Saved data entries
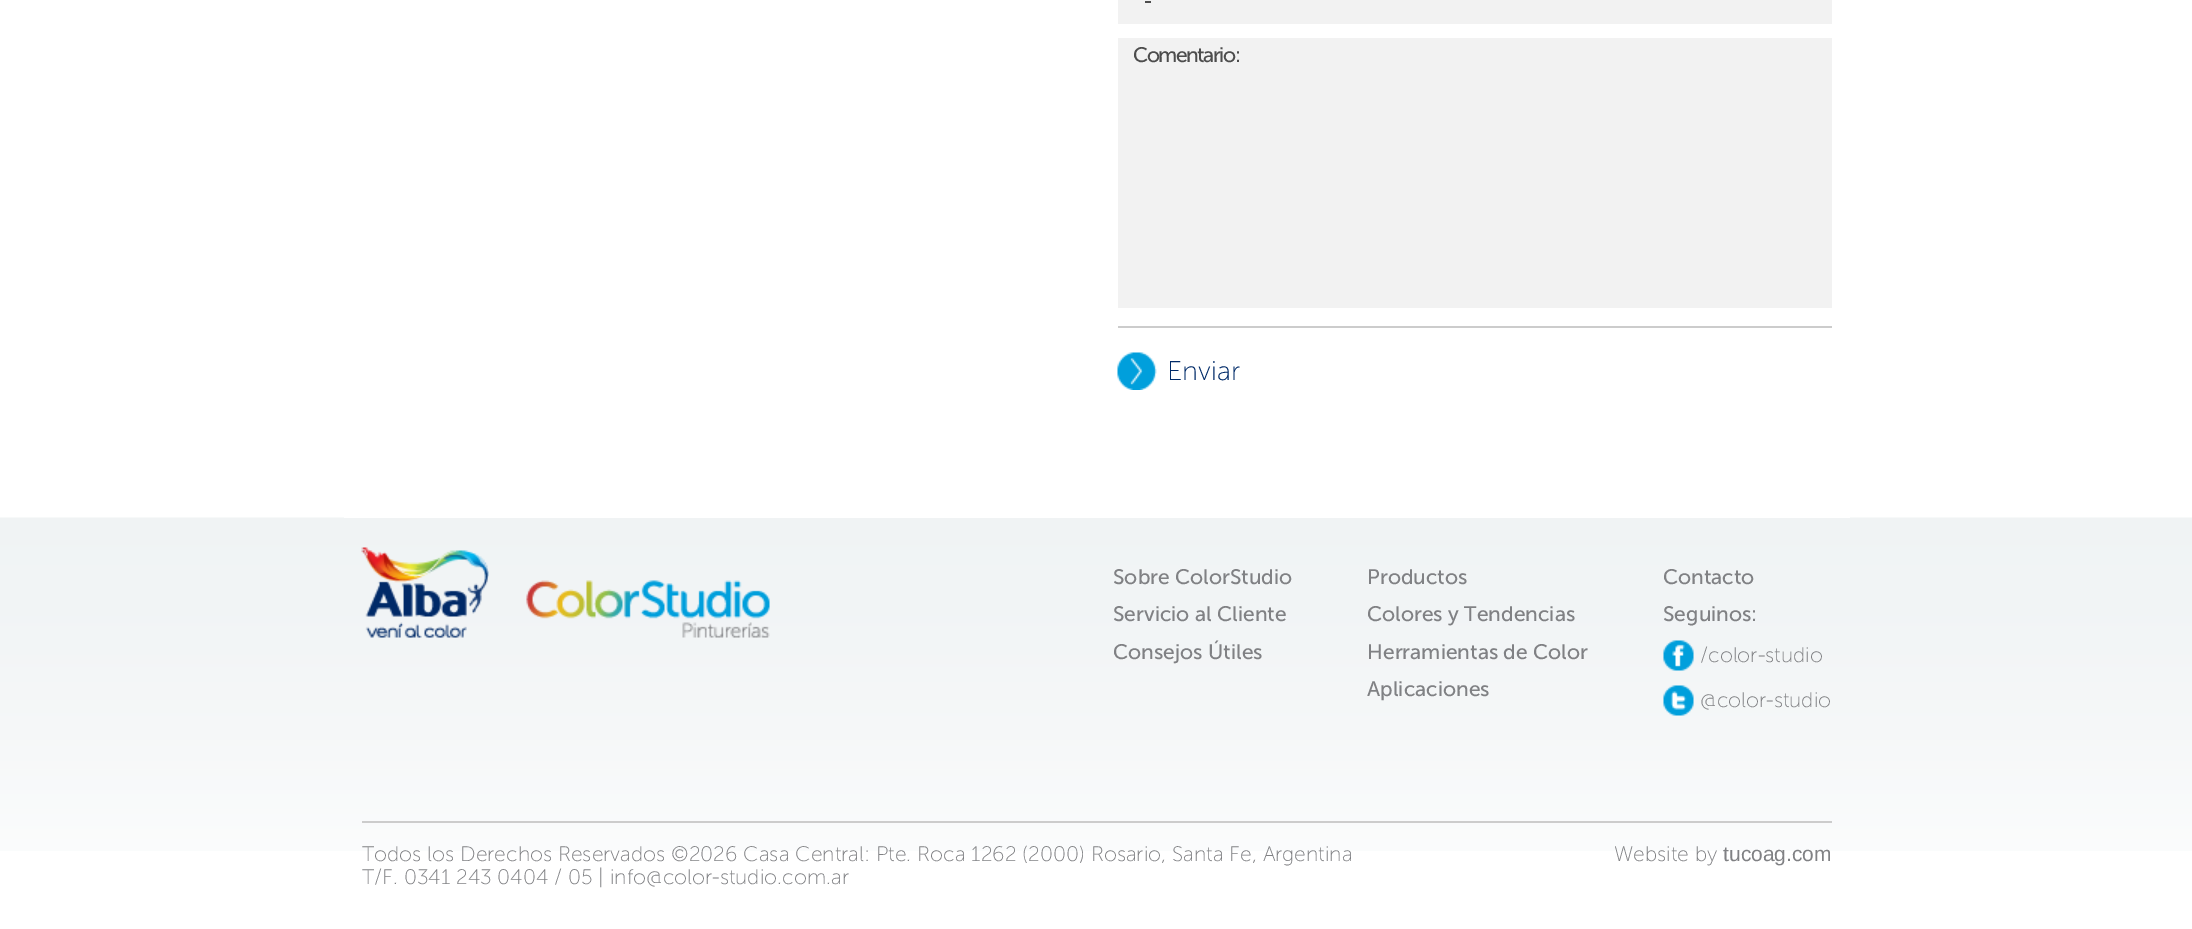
%!PS-Adobe-3.0
%%BoundingBox: 0 0 2192 929
%%LanguageLevel: 3
%%Pages: 1
%%EndComments
%%BeginProlog
/setink { 3 { 255 div 3 1 roll } repeat setrgbcolor } def
/usefont { [ exch dup neg 0 0 3 -1 roll 0 0 ] selectfont } def
/drawtext { setink usefont moveto show } def
/fillbox { setink rectfill } def
/drawimage { 5 dict begin { /h /w /y /x /name } { exch def } forall
  gsave x y translate w h scale
  w h 8 [w 0 0 h 0 0] name (r) file false 3 colorimage grestore end } def
%%EndProlog
%%BeginSetup
<< /PageSize [2192 929] >> setpagedevice
%%EndSetup
%%Page: 1 1
0 929 translate 1 -1 scale
4 setmiterlimit
0 0 2192 929 255 255 255 fillbox
(assets/img2.rgb) 0 517 2192 334 drawimage
344 517 1506 1 255 255 255 fillbox
1118 0 714 24 242 242 242 fillbox
/MuseoSans-Regular 21 usefont
77 77 77 setink
1143 8 moveto -1.5 0 (-) ashow
1118 38 714 270 242 242 242 fillbox
77 77 77 setink
1133 62 moveto -1.5 0 (Comentario:) ashow
1118 326 714 2 204 204 204 fillbox
(assets/img1.rgb) 1117 352 40 38 drawimage
(Enviar) 1167 380 /MuseoSans-ExtraLight 27 0 42 104 drawtext
(assets/img3.rgb) 361 547 128 91 drawimage
(assets/img4.rgb) 526 580 244 58 drawimage
(Sobre ColorStudio) 1113 584 /MuseoSans-Regular 21 128 129 132 drawtext
(Servicio al Cliente) 1113 621 /MuseoSans-Regular 21 128 129 132 drawtext
(Consejos Útiles) 1113 659 /MuseoSans-Regular 21 128 129 132 drawtext
(Productos) 1367 584 /MuseoSans-Regular 21 128 129 132 drawtext
(Colores y Tendencias) 1367 621 /MuseoSans-Regular 21 128 129 132 drawtext
(Herramientas de Color) 1367 659 /MuseoSans-Regular 21 128 129 132 drawtext
(Aplicaciones) 1367 696 /MuseoSans-Regular 21 128 129 132 drawtext
(Contacto) 1663 584 /MuseoSans-Regular 21 128 129 132 drawtext
(Seguinos:) 1663 621 /MuseoSans-Regular 21 128 129 132 drawtext
(assets/img5.rgb) 1663 640 31 31 drawimage
(/color-studio) 1700 662 /MuseoSans-ExtraLight 21 128 129 132 drawtext
(assets/img6.rgb) 1663 685 31 31 drawimage
(@color-studio) 1700 707 /MuseoSans-ExtraLight 21 128 129 132 drawtext
362 821 1470 2 204 204 204 fillbox
(Todos los Derechos Reservados ©2026 Casa Central: Pte. Roca 1262 \(2000\) Rosario, Santa Fe, Argentina) 362 861 /MuseoSans-ExtraLight 21 128 129 132 drawtext
(T/F. 0341 243 0404 / 05 | info@color-studio.com.ar) 362 884 /MuseoSans-ExtraLight 21 128 129 132 drawtext
(Website by) 1614 861 /MuseoSans-ExtraLight 21 128 129 132 drawtext
(tucoag.com) 1723 861 /LiberationSans-Regular 21 128 129 132 drawtext
showpage
%%EOF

▶ _Directions_: Show all lines above holding "exch".

▶ _Expected answer_:
/usefont { [ exch dup neg 0 0 3 -1 roll 0 0 ] selectfont } def
/drawimage { 5 dict begin { /h /w /y /x /name } { exch def } forall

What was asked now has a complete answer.